**What you should do**
All the data should come back exactly as it was given.

**Saved data entries**

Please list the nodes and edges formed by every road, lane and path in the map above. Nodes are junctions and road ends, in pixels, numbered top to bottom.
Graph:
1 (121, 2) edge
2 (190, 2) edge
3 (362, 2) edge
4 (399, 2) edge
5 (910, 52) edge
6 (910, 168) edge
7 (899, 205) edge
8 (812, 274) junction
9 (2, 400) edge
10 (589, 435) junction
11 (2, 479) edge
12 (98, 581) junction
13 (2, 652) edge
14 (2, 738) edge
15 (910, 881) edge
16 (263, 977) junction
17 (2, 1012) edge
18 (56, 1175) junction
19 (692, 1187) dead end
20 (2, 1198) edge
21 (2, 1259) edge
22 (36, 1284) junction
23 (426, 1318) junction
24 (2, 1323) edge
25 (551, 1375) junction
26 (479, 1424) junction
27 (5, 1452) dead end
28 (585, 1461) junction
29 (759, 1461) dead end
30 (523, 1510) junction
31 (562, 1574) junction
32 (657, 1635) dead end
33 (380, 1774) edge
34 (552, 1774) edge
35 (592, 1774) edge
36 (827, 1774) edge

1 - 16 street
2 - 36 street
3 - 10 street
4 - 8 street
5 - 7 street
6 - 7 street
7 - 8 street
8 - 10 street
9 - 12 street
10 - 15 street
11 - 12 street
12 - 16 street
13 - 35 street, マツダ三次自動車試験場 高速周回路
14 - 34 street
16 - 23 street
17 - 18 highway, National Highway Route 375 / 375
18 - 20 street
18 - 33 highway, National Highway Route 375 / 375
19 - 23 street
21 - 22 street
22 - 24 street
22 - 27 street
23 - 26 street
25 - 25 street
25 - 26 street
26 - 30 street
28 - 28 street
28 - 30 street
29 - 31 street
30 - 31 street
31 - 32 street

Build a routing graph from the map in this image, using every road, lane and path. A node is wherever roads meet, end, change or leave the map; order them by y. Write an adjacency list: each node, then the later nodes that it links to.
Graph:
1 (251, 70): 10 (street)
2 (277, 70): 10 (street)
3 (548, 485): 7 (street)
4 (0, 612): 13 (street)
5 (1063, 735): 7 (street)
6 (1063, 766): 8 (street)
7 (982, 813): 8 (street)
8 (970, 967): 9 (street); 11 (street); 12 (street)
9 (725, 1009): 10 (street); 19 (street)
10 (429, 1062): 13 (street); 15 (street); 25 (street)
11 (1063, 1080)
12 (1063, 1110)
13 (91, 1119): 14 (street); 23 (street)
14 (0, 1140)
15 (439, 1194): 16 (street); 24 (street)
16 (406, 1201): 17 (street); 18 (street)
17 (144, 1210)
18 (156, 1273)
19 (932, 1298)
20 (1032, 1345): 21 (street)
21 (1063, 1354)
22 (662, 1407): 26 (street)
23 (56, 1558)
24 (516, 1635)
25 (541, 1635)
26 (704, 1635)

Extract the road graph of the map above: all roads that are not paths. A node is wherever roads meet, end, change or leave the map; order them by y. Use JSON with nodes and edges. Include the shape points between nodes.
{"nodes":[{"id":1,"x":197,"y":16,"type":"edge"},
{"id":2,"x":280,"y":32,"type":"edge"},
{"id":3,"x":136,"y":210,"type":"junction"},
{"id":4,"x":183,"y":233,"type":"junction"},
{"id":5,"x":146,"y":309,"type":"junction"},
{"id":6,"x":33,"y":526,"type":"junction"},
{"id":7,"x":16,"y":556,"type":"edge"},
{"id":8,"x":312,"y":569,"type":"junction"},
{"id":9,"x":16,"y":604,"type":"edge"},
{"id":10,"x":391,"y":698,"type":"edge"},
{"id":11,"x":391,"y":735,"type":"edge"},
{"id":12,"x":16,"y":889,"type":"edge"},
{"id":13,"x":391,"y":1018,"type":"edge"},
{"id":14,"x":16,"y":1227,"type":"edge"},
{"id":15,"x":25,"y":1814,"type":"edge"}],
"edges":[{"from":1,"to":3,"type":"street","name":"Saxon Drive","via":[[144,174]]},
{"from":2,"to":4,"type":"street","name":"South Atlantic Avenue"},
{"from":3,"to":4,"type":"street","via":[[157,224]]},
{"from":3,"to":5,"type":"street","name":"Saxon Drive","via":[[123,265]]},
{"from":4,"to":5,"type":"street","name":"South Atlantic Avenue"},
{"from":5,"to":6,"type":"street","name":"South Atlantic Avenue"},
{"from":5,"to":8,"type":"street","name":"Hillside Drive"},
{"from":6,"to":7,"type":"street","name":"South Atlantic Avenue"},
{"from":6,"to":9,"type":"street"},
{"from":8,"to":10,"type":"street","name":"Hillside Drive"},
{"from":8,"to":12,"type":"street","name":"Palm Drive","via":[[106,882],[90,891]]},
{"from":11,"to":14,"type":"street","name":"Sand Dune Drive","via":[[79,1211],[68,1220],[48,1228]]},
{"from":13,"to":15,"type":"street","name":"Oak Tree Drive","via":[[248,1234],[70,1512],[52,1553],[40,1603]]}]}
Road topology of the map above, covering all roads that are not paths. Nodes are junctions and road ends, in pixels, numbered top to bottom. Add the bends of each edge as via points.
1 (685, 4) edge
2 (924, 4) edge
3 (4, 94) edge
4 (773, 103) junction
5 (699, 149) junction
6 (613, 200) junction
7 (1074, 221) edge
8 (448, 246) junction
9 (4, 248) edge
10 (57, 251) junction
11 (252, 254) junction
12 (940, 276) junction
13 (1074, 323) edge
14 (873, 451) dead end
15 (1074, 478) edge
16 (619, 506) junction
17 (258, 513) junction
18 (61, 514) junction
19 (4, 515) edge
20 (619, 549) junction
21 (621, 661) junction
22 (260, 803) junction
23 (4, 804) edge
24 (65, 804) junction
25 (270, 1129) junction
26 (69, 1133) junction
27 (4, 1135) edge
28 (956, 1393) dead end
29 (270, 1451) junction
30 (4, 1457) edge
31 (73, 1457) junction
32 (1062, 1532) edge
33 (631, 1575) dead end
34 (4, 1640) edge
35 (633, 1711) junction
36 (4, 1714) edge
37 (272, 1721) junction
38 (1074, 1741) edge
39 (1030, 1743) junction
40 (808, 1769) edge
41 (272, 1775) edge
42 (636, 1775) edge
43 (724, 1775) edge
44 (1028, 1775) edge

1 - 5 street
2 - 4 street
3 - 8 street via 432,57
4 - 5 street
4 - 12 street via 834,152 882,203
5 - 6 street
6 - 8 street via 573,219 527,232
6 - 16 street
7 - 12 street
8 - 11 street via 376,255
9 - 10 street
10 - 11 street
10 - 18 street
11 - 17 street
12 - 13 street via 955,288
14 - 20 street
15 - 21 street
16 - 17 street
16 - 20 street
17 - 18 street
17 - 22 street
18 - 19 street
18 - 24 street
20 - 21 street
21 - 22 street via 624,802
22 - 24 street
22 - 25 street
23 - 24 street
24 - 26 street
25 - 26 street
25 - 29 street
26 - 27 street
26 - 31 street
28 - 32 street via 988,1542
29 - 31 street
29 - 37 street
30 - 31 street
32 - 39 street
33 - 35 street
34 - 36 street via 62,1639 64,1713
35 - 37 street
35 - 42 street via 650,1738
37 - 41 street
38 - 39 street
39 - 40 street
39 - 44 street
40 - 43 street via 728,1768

**Response to this task**
Please list the nodes and edges formed by every road, lane and path in the map above. Nodes are junctions and road ends, in pixels, numbered top to bottom.
Graph:
1 (121, 2) edge
2 (190, 2) edge
3 (362, 2) edge
4 (399, 2) edge
5 (910, 52) edge
6 (910, 168) edge
7 (899, 205) edge
8 (812, 274) junction
9 (2, 400) edge
10 (589, 435) junction
11 (2, 479) edge
12 (98, 581) junction
13 (2, 652) edge
14 (2, 738) edge
15 (910, 881) edge
16 (263, 977) junction
17 (2, 1012) edge
18 (56, 1175) junction
19 (692, 1187) dead end
20 (2, 1198) edge
21 (2, 1259) edge
22 (36, 1284) junction
23 (426, 1318) junction
24 (2, 1323) edge
25 (551, 1375) junction
26 (479, 1424) junction
27 (5, 1452) dead end
28 (585, 1461) junction
29 (759, 1461) dead end
30 (523, 1510) junction
31 (562, 1574) junction
32 (657, 1635) dead end
33 (380, 1774) edge
34 (552, 1774) edge
35 (592, 1774) edge
36 (827, 1774) edge

1 - 16 street
2 - 36 street
3 - 10 street
4 - 8 street
5 - 7 street
6 - 7 street
7 - 8 street
8 - 10 street
9 - 12 street
10 - 15 street
11 - 12 street
12 - 16 street
13 - 35 street, マツダ三次自動車試験場 高速周回路
14 - 34 street
16 - 23 street
17 - 18 highway, National Highway Route 375 / 375
18 - 20 street
18 - 33 highway, National Highway Route 375 / 375
19 - 23 street
21 - 22 street
22 - 24 street
22 - 27 street
23 - 26 street
25 - 25 street
25 - 26 street
26 - 30 street
28 - 28 street
28 - 30 street
29 - 31 street
30 - 31 street
31 - 32 street

Build a routing graph from the map in this image, using every road, lane and path. A node is wherever roads meet, end, change or leave the map; order them by y. Write an adjacency list: each node, then the later nodes that it links to.
Graph:
1 (251, 70): 10 (street)
2 (277, 70): 10 (street)
3 (548, 485): 7 (street)
4 (0, 612): 13 (street)
5 (1063, 735): 7 (street)
6 (1063, 766): 8 (street)
7 (982, 813): 8 (street)
8 (970, 967): 9 (street); 11 (street); 12 (street)
9 (725, 1009): 10 (street); 19 (street)
10 (429, 1062): 13 (street); 15 (street); 25 (street)
11 (1063, 1080)
12 (1063, 1110)
13 (91, 1119): 14 (street); 23 (street)
14 (0, 1140)
15 (439, 1194): 16 (street); 24 (street)
16 (406, 1201): 17 (street); 18 (street)
17 (144, 1210)
18 (156, 1273)
19 (932, 1298)
20 (1032, 1345): 21 (street)
21 (1063, 1354)
22 (662, 1407): 26 (street)
23 (56, 1558)
24 (516, 1635)
25 (541, 1635)
26 (704, 1635)

Extract the road graph of the map above: all roads that are not paths. A node is wherever roads meet, end, change or leave the map; order them by y. Use JSON with nodes and edges. Include the shape points between nodes.
{"nodes":[{"id":1,"x":197,"y":16,"type":"edge"},
{"id":2,"x":280,"y":32,"type":"edge"},
{"id":3,"x":136,"y":210,"type":"junction"},
{"id":4,"x":183,"y":233,"type":"junction"},
{"id":5,"x":146,"y":309,"type":"junction"},
{"id":6,"x":33,"y":526,"type":"junction"},
{"id":7,"x":16,"y":556,"type":"edge"},
{"id":8,"x":312,"y":569,"type":"junction"},
{"id":9,"x":16,"y":604,"type":"edge"},
{"id":10,"x":391,"y":698,"type":"edge"},
{"id":11,"x":391,"y":735,"type":"edge"},
{"id":12,"x":16,"y":889,"type":"edge"},
{"id":13,"x":391,"y":1018,"type":"edge"},
{"id":14,"x":16,"y":1227,"type":"edge"},
{"id":15,"x":25,"y":1814,"type":"edge"}],
"edges":[{"from":1,"to":3,"type":"street","name":"Saxon Drive","via":[[144,174]]},
{"from":2,"to":4,"type":"street","name":"South Atlantic Avenue"},
{"from":3,"to":4,"type":"street","via":[[157,224]]},
{"from":3,"to":5,"type":"street","name":"Saxon Drive","via":[[123,265]]},
{"from":4,"to":5,"type":"street","name":"South Atlantic Avenue"},
{"from":5,"to":6,"type":"street","name":"South Atlantic Avenue"},
{"from":5,"to":8,"type":"street","name":"Hillside Drive"},
{"from":6,"to":7,"type":"street","name":"South Atlantic Avenue"},
{"from":6,"to":9,"type":"street"},
{"from":8,"to":10,"type":"street","name":"Hillside Drive"},
{"from":8,"to":12,"type":"street","name":"Palm Drive","via":[[106,882],[90,891]]},
{"from":11,"to":14,"type":"street","name":"Sand Dune Drive","via":[[79,1211],[68,1220],[48,1228]]},
{"from":13,"to":15,"type":"street","name":"Oak Tree Drive","via":[[248,1234],[70,1512],[52,1553],[40,1603]]}]}
Road topology of the map above, covering all roads that are not paths. Nodes are junctions and road ends, in pixels, numbered top to bottom. Add the bends of each edge as via points.
1 (685, 4) edge
2 (924, 4) edge
3 (4, 94) edge
4 (773, 103) junction
5 (699, 149) junction
6 (613, 200) junction
7 (1074, 221) edge
8 (448, 246) junction
9 (4, 248) edge
10 (57, 251) junction
11 (252, 254) junction
12 (940, 276) junction
13 (1074, 323) edge
14 (873, 451) dead end
15 (1074, 478) edge
16 (619, 506) junction
17 (258, 513) junction
18 (61, 514) junction
19 (4, 515) edge
20 (619, 549) junction
21 (621, 661) junction
22 (260, 803) junction
23 (4, 804) edge
24 (65, 804) junction
25 (270, 1129) junction
26 (69, 1133) junction
27 (4, 1135) edge
28 (956, 1393) dead end
29 (270, 1451) junction
30 (4, 1457) edge
31 (73, 1457) junction
32 (1062, 1532) edge
33 (631, 1575) dead end
34 (4, 1640) edge
35 (633, 1711) junction
36 (4, 1714) edge
37 (272, 1721) junction
38 (1074, 1741) edge
39 (1030, 1743) junction
40 (808, 1769) edge
41 (272, 1775) edge
42 (636, 1775) edge
43 (724, 1775) edge
44 (1028, 1775) edge

1 - 5 street
2 - 4 street
3 - 8 street via 432,57
4 - 5 street
4 - 12 street via 834,152 882,203
5 - 6 street
6 - 8 street via 573,219 527,232
6 - 16 street
7 - 12 street
8 - 11 street via 376,255
9 - 10 street
10 - 11 street
10 - 18 street
11 - 17 street
12 - 13 street via 955,288
14 - 20 street
15 - 21 street
16 - 17 street
16 - 20 street
17 - 18 street
17 - 22 street
18 - 19 street
18 - 24 street
20 - 21 street
21 - 22 street via 624,802
22 - 24 street
22 - 25 street
23 - 24 street
24 - 26 street
25 - 26 street
25 - 29 street
26 - 27 street
26 - 31 street
28 - 32 street via 988,1542
29 - 31 street
29 - 37 street
30 - 31 street
32 - 39 street
33 - 35 street
34 - 36 street via 62,1639 64,1713
35 - 37 street
35 - 42 street via 650,1738
37 - 41 street
38 - 39 street
39 - 40 street
39 - 44 street
40 - 43 street via 728,1768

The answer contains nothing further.